Richard Epstein… Ignorance is bliss, I think, on many of these panels. As best I can tell, the objection against the Broadcast Flag seems to be at this particular point is that it will stop fragmented use that would normally be protected under the fair use doctrine. I haven't heard any kind of other monopoly arguments, and if that's where it sits, then I guess I'm with Fritz. Although, two seconds ago, I was against him. And it seems like that is a trivial loss, as compared to the games you get from the distribution. The problem with fragments is, I think, much more serious. You get ten people who want fragments, and they each take ten minute fragment, and then somebody could reassemble the movie on the outside, and the difficultly that you have to remember is that he is working in a precipice environment, and if he loses one pristine copy of a DVD to an unauthorized network, then he's lost a billion of copies to it, and so when you start saying there is just a small breach in the wall, this is an industry in which everything cascades instantly, and it seems to me that if a Flag can do what he says, and does nothing more, and I don't believe this yet, because I don't know enough about the technical stuff, but if that's the representation, you don't have the problems that you have with the Hollings situation, where you are mucking up a computer thing which takes all sorts of nonprotected software, and is software specific and content specific rather than machine general, and so therefore in effect, that should be the line we go down, and we should be pleased that at least in the first instance, we've got Hollings off the table, now you can tinker with this thing, but it it's a question of doing it all, in his way, or doing it none, because the fair use leakage becomes essentially a complete stream, then I would rather give up that little bit of consumer right in order to keep the instruments working.

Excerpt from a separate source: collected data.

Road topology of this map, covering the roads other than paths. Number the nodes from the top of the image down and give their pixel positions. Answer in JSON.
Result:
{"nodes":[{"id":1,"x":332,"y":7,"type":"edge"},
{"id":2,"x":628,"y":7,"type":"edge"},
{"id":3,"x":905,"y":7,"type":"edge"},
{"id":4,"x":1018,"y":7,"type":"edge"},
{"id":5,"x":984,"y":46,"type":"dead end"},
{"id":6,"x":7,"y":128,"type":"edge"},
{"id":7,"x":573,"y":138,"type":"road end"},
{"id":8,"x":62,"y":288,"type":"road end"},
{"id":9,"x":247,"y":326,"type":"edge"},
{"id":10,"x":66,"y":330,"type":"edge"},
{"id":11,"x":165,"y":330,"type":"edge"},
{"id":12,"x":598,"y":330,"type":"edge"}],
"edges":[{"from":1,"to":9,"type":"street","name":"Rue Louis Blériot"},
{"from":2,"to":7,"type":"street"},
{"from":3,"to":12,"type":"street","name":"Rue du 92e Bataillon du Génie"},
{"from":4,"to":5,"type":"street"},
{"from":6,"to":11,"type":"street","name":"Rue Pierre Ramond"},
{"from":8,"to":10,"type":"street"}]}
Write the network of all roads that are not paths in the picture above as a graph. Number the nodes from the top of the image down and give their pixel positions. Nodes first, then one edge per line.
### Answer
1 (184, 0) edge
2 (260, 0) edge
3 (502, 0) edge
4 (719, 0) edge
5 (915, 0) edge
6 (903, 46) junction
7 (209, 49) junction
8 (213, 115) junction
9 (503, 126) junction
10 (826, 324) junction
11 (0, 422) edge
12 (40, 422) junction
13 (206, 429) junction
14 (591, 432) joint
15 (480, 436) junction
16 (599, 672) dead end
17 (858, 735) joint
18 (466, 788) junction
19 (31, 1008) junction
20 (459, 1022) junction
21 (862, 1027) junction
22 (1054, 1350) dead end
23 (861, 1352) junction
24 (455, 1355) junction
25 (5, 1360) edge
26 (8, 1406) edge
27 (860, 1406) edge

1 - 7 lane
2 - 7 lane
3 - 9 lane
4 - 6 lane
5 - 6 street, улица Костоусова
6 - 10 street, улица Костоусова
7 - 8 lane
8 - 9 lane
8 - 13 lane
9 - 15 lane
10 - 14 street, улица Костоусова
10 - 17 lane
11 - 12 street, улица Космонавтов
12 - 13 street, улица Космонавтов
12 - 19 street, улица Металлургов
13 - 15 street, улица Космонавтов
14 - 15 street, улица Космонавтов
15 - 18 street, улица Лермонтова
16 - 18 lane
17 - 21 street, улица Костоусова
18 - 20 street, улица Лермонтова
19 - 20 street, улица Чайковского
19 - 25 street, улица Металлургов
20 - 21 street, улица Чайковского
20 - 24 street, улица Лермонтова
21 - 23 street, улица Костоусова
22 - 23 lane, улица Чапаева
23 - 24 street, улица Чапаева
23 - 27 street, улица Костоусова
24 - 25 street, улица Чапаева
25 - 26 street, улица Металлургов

Ed Black on the debates at the time of passing the DMCA: Even now with the exceptions, which are modest, were fought tooth and nail, for research, and no one even thought of encryption research as an exception two months before the bill was passed and it surfaced and it was fought tooth and nail and I am in agreement with Emery, in those days, we were the two organizations debating the scope of encryption research, and what we have resolved, and were beaten on by Sen.s Hatch and Leahey to come to resolution on was where we are based on the political powers and forces involved. There was no broad understanding in Congress with what they were doing, these were nitty gritty little debates that were fought out in the trenches, and the impact, we think, is as we predicted. Far reaching consequences of people coming to use the anti-circumvention provisions for anti-competitive uses, not for intellectual property protections purposes, and that's the danger.